[Records from a data source]
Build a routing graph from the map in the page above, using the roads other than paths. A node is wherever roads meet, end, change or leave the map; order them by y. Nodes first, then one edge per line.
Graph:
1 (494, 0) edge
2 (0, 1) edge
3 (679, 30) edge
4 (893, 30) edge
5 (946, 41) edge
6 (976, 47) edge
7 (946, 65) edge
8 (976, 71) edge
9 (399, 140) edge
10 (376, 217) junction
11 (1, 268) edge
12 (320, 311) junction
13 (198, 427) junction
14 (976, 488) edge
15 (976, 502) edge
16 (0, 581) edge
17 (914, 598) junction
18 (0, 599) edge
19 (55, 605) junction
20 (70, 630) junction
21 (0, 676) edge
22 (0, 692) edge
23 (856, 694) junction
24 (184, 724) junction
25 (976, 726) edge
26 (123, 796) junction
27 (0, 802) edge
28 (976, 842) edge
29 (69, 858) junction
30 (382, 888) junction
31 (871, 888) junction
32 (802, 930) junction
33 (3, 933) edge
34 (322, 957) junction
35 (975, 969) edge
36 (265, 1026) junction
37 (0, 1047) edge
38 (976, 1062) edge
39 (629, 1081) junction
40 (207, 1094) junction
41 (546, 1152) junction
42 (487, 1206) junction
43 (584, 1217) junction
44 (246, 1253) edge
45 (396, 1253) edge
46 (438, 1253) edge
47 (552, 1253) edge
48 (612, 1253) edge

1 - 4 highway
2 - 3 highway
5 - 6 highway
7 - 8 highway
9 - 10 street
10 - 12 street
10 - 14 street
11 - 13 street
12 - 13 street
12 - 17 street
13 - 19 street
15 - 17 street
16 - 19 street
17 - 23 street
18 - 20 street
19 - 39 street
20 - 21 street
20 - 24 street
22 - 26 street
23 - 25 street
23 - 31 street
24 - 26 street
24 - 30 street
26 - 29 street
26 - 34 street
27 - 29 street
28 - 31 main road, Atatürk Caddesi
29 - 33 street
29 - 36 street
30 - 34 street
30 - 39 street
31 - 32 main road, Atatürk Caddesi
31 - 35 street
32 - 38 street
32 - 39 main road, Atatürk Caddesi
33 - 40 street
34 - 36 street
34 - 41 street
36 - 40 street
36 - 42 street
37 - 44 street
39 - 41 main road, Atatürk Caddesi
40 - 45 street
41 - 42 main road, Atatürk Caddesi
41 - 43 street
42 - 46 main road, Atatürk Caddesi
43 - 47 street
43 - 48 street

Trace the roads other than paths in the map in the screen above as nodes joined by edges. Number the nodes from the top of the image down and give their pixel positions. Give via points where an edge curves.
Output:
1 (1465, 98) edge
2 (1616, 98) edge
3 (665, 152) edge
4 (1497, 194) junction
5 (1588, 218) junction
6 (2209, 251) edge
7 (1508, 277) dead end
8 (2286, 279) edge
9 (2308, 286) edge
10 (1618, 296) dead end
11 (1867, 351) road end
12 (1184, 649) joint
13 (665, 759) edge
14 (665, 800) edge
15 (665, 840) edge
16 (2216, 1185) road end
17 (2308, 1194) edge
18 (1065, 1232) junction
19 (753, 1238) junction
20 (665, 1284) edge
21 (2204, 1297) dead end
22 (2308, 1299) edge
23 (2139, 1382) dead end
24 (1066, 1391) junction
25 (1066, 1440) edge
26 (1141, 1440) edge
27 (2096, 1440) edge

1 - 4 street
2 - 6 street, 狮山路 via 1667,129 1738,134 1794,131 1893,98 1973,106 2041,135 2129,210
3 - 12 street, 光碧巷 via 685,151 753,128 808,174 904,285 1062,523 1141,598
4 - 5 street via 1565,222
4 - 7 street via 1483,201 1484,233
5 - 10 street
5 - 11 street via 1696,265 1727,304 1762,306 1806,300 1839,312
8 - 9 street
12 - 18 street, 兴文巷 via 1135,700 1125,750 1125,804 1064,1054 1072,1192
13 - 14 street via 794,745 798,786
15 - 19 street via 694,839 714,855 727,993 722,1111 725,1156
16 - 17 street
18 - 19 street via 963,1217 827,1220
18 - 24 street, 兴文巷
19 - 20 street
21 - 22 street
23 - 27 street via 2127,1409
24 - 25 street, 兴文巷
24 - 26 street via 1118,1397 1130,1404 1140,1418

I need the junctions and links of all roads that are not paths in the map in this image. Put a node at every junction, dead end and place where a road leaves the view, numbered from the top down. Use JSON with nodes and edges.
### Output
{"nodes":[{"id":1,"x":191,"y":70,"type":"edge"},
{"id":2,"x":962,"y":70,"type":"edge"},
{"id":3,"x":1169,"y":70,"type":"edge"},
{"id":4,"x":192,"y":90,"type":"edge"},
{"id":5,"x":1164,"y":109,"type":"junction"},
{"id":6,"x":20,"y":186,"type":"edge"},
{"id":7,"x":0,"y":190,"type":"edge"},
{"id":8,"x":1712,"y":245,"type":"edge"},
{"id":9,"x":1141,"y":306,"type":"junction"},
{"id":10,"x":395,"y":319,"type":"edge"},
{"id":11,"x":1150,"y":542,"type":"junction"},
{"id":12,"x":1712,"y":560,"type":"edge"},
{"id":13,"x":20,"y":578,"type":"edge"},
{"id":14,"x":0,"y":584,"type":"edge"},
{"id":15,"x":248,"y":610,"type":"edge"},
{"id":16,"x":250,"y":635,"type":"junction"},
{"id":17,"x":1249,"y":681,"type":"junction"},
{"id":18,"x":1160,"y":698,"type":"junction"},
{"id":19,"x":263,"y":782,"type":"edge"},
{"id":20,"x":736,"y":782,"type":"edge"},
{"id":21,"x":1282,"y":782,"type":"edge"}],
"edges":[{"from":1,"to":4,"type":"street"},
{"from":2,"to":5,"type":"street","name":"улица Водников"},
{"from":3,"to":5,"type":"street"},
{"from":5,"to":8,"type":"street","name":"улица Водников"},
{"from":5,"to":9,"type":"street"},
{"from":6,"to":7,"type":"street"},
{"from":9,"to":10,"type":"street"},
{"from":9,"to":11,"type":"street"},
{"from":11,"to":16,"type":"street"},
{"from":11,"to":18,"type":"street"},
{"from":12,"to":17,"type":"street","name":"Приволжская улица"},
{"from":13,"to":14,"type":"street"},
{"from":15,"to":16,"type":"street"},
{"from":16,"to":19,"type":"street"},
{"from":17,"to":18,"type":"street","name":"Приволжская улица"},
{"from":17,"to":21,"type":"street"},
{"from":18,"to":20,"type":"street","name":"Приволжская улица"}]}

ABOUT THIS EXERCISE: Give back all the records above exactly. Keep every word.

RESPONSE FOR THIS EXERCISE:
Build a routing graph from the map in the page above, using the roads other than paths. A node is wherever roads meet, end, change or leave the map; order them by y. Nodes first, then one edge per line.
Graph:
1 (494, 0) edge
2 (0, 1) edge
3 (679, 30) edge
4 (893, 30) edge
5 (946, 41) edge
6 (976, 47) edge
7 (946, 65) edge
8 (976, 71) edge
9 (399, 140) edge
10 (376, 217) junction
11 (1, 268) edge
12 (320, 311) junction
13 (198, 427) junction
14 (976, 488) edge
15 (976, 502) edge
16 (0, 581) edge
17 (914, 598) junction
18 (0, 599) edge
19 (55, 605) junction
20 (70, 630) junction
21 (0, 676) edge
22 (0, 692) edge
23 (856, 694) junction
24 (184, 724) junction
25 (976, 726) edge
26 (123, 796) junction
27 (0, 802) edge
28 (976, 842) edge
29 (69, 858) junction
30 (382, 888) junction
31 (871, 888) junction
32 (802, 930) junction
33 (3, 933) edge
34 (322, 957) junction
35 (975, 969) edge
36 (265, 1026) junction
37 (0, 1047) edge
38 (976, 1062) edge
39 (629, 1081) junction
40 (207, 1094) junction
41 (546, 1152) junction
42 (487, 1206) junction
43 (584, 1217) junction
44 (246, 1253) edge
45 (396, 1253) edge
46 (438, 1253) edge
47 (552, 1253) edge
48 (612, 1253) edge

1 - 4 highway
2 - 3 highway
5 - 6 highway
7 - 8 highway
9 - 10 street
10 - 12 street
10 - 14 street
11 - 13 street
12 - 13 street
12 - 17 street
13 - 19 street
15 - 17 street
16 - 19 street
17 - 23 street
18 - 20 street
19 - 39 street
20 - 21 street
20 - 24 street
22 - 26 street
23 - 25 street
23 - 31 street
24 - 26 street
24 - 30 street
26 - 29 street
26 - 34 street
27 - 29 street
28 - 31 main road, Atatürk Caddesi
29 - 33 street
29 - 36 street
30 - 34 street
30 - 39 street
31 - 32 main road, Atatürk Caddesi
31 - 35 street
32 - 38 street
32 - 39 main road, Atatürk Caddesi
33 - 40 street
34 - 36 street
34 - 41 street
36 - 40 street
36 - 42 street
37 - 44 street
39 - 41 main road, Atatürk Caddesi
40 - 45 street
41 - 42 main road, Atatürk Caddesi
41 - 43 street
42 - 46 main road, Atatürk Caddesi
43 - 47 street
43 - 48 street

Trace the roads other than paths in the map in the screen above as nodes joined by edges. Number the nodes from the top of the image down and give their pixel positions. Give via points where an edge curves.
Output:
1 (1465, 98) edge
2 (1616, 98) edge
3 (665, 152) edge
4 (1497, 194) junction
5 (1588, 218) junction
6 (2209, 251) edge
7 (1508, 277) dead end
8 (2286, 279) edge
9 (2308, 286) edge
10 (1618, 296) dead end
11 (1867, 351) road end
12 (1184, 649) joint
13 (665, 759) edge
14 (665, 800) edge
15 (665, 840) edge
16 (2216, 1185) road end
17 (2308, 1194) edge
18 (1065, 1232) junction
19 (753, 1238) junction
20 (665, 1284) edge
21 (2204, 1297) dead end
22 (2308, 1299) edge
23 (2139, 1382) dead end
24 (1066, 1391) junction
25 (1066, 1440) edge
26 (1141, 1440) edge
27 (2096, 1440) edge

1 - 4 street
2 - 6 street, 狮山路 via 1667,129 1738,134 1794,131 1893,98 1973,106 2041,135 2129,210
3 - 12 street, 光碧巷 via 685,151 753,128 808,174 904,285 1062,523 1141,598
4 - 5 street via 1565,222
4 - 7 street via 1483,201 1484,233
5 - 10 street
5 - 11 street via 1696,265 1727,304 1762,306 1806,300 1839,312
8 - 9 street
12 - 18 street, 兴文巷 via 1135,700 1125,750 1125,804 1064,1054 1072,1192
13 - 14 street via 794,745 798,786
15 - 19 street via 694,839 714,855 727,993 722,1111 725,1156
16 - 17 street
18 - 19 street via 963,1217 827,1220
18 - 24 street, 兴文巷
19 - 20 street
21 - 22 street
23 - 27 street via 2127,1409
24 - 25 street, 兴文巷
24 - 26 street via 1118,1397 1130,1404 1140,1418

I need the junctions and links of all roads that are not paths in the map in this image. Put a node at every junction, dead end and place where a road leaves the view, numbered from the top down. Use JSON with nodes and edges.
### Output
{"nodes":[{"id":1,"x":191,"y":70,"type":"edge"},
{"id":2,"x":962,"y":70,"type":"edge"},
{"id":3,"x":1169,"y":70,"type":"edge"},
{"id":4,"x":192,"y":90,"type":"edge"},
{"id":5,"x":1164,"y":109,"type":"junction"},
{"id":6,"x":20,"y":186,"type":"edge"},
{"id":7,"x":0,"y":190,"type":"edge"},
{"id":8,"x":1712,"y":245,"type":"edge"},
{"id":9,"x":1141,"y":306,"type":"junction"},
{"id":10,"x":395,"y":319,"type":"edge"},
{"id":11,"x":1150,"y":542,"type":"junction"},
{"id":12,"x":1712,"y":560,"type":"edge"},
{"id":13,"x":20,"y":578,"type":"edge"},
{"id":14,"x":0,"y":584,"type":"edge"},
{"id":15,"x":248,"y":610,"type":"edge"},
{"id":16,"x":250,"y":635,"type":"junction"},
{"id":17,"x":1249,"y":681,"type":"junction"},
{"id":18,"x":1160,"y":698,"type":"junction"},
{"id":19,"x":263,"y":782,"type":"edge"},
{"id":20,"x":736,"y":782,"type":"edge"},
{"id":21,"x":1282,"y":782,"type":"edge"}],
"edges":[{"from":1,"to":4,"type":"street"},
{"from":2,"to":5,"type":"street","name":"улица Водников"},
{"from":3,"to":5,"type":"street"},
{"from":5,"to":8,"type":"street","name":"улица Водников"},
{"from":5,"to":9,"type":"street"},
{"from":6,"to":7,"type":"street"},
{"from":9,"to":10,"type":"street"},
{"from":9,"to":11,"type":"street"},
{"from":11,"to":16,"type":"street"},
{"from":11,"to":18,"type":"street"},
{"from":12,"to":17,"type":"street","name":"Приволжская улица"},
{"from":13,"to":14,"type":"street"},
{"from":15,"to":16,"type":"street"},
{"from":16,"to":19,"type":"street"},
{"from":17,"to":18,"type":"street","name":"Приволжская улица"},
{"from":17,"to":21,"type":"street"},
{"from":18,"to":20,"type":"street","name":"Приволжская улица"}]}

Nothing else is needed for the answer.